Pensée critique: La Chine, le Pérou et la « sécurité nationale » des États-Unis
Par Carlos Fazio
Dans le cadre des réaménagements géopolitiques mondiaux, l'ordre du président américain Joe Biden, le 4 février, d'abattre un ballon chinois d'espionnage“ ”ou de “surveillance ”- défini par Pékin comme de nature civile et à des fins d'enquête, principalement météorologiques - pourrait déclencher une nouvelle phase de la guerre diffuse ou “sans restriction ”de Washington contre le colosse asiatique, avec des répercussions dans tout l’hémisphère. Selon le chef du Pentagone, Lloyd Austin, le vol de l'aérostat répondait à une tentative de la Chine de “surveiller les installations stratégiques ”sur le sol continental des États-Unis, en particulier la base aérienne de Malmstrom dans le Montana, qui abrite l'un des trois champs de silos de missiles nucléaires intercontinentaux Minuteman III.
À un moment où les querelles de pouvoir entre les grandes puissances ne sont pas loin de conduire à un holocauste général où personne ne gagne parce que tout le monde perd, les États-Unis ont défini la Chine et la Russie comme les principales “menaces ”pour leur “sécurité nationale”. C'est pourquoi, dans leur guerre souterraine contre les deux puissances, les États-Unis déploient un travail intense de renseignement, de planification stratégique, de diplomatie de guerre, d'intervention secrète et de création des conditions destin des à maintenir leur supériorité militaire en déclin, face à deux adversaires qui disposent de capacités économiques, militaires et technologiques comparables, et d'une présence et d’une force d’attraction aussi bien régionale que mondiale, y compris en Amérique Latine et dans les Caraïbes.

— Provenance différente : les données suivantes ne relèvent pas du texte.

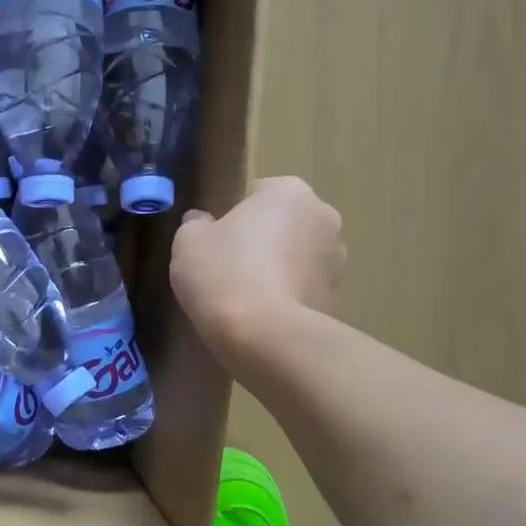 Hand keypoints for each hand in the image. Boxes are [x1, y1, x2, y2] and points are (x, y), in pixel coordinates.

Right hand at [170, 177, 345, 355]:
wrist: (264, 335)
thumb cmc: (224, 273)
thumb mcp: (188, 240)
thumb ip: (196, 223)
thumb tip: (203, 222)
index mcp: (288, 191)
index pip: (254, 194)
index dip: (230, 217)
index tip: (213, 242)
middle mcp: (323, 215)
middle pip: (281, 223)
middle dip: (260, 240)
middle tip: (227, 268)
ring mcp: (336, 258)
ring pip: (295, 256)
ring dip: (276, 268)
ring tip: (244, 297)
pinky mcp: (337, 296)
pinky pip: (303, 287)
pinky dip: (286, 295)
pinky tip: (260, 316) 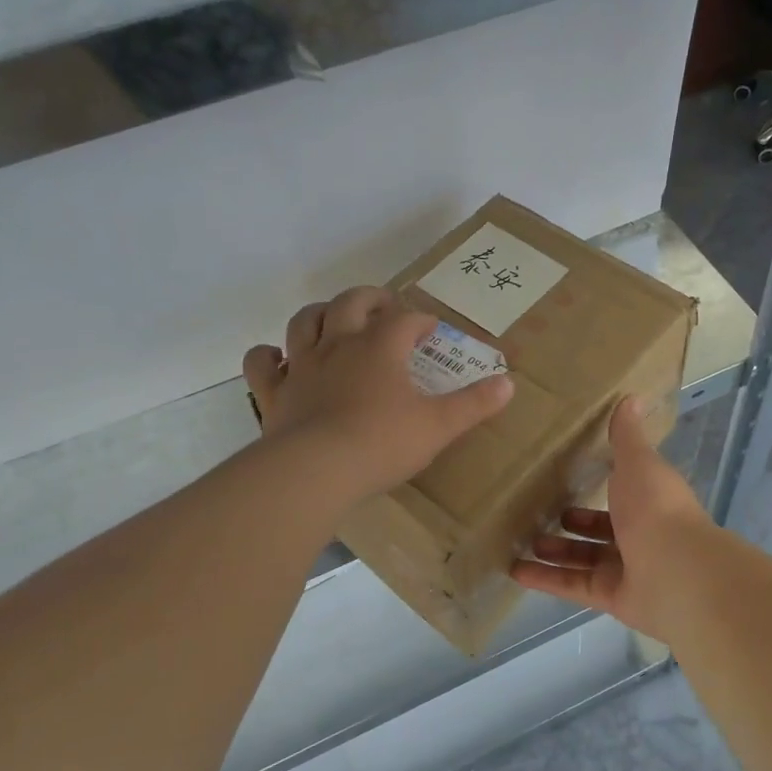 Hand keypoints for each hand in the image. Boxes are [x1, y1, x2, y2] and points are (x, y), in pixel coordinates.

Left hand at [242, 288, 512, 504]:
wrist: (316, 471)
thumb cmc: (382, 444)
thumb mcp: (439, 426)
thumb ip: (474, 404)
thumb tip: (509, 384)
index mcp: (380, 347)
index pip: (404, 319)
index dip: (421, 319)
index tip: (432, 329)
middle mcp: (339, 345)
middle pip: (351, 302)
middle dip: (371, 299)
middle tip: (384, 308)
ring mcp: (301, 366)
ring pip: (305, 321)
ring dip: (321, 314)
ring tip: (335, 320)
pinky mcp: (274, 393)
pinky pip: (262, 363)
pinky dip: (269, 355)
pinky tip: (279, 358)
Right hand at [511, 396, 719, 640]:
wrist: (678, 572)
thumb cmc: (656, 508)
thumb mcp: (638, 462)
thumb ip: (627, 436)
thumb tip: (632, 396)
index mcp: (650, 500)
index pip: (623, 491)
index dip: (599, 485)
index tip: (566, 475)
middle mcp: (642, 534)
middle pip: (602, 529)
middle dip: (571, 523)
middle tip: (535, 512)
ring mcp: (628, 569)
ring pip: (584, 559)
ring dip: (554, 551)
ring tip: (519, 541)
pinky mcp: (613, 598)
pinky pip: (574, 586)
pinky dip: (547, 579)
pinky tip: (515, 571) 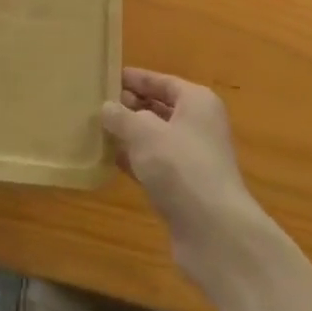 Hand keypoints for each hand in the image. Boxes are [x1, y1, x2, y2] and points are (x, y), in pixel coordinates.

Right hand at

Il faut replacer les déclarations de la chef du Commandement Sud du Pentagone, la général Laura Richardson, devant les membres du think tank Atlantic Council, le 19 janvier dans ce cadre de concurrence inter-capitaliste qui comprend l'appropriation de territoires géostratégiques aux richesses naturelles importantes et le différend sur les routes maritimes de liaison pour le commerce mondial. Richardson a réaffirmé que les terres rares, le lithium d'Argentine, de Bolivie et du Chili (+Pérou), les hydrocarbures du Guyana et du Venezuela (y compris le cuivre et l'or de ce dernier pays), la région amazonienne et l'eau douce d'Amérique du Sud sont indispensables à la “sécurité nationale ”des États-Unis. Elle a affirmé que Washington devait commencer son “jeu”, en référence à la querelle géopolitique avec la Chine et la Russie. En 2021, le chef d'état-major conjoint des États-Unis, Mark Milley, avait souligné sans ambages que “l'hémisphère occidental nous appartient et à personne d'autre, et nous sommes là pour le protéger de toute menace”.
Dans ce contexte qu’avec le Mexique et ses ressources prises en tenailles par le traité économique-commercial-énergétique avec le Canada et l’UE (le T-MEC avec ses méga-projets extractivistes) ; après la perte momentanée de ses deux enclaves ultra-conservatrices sous-régionales ( le Brésil et la Colombie), et les tentatives ratées de coup de coups d’Etat de Luis Fernando Camacho contre le président Luis Arce (Bolivie) et de Jair Bolsonaro contre Lula da Silva (Brasil), le coup d’Etat civique et militaire du 7 décembre dernier au Pérou et la récente tournée du chancelier allemand Olaf Scholz au Chili, en Argentine et au Brésil en tant qu’émissaire de l’OTAN prend une importance particulière.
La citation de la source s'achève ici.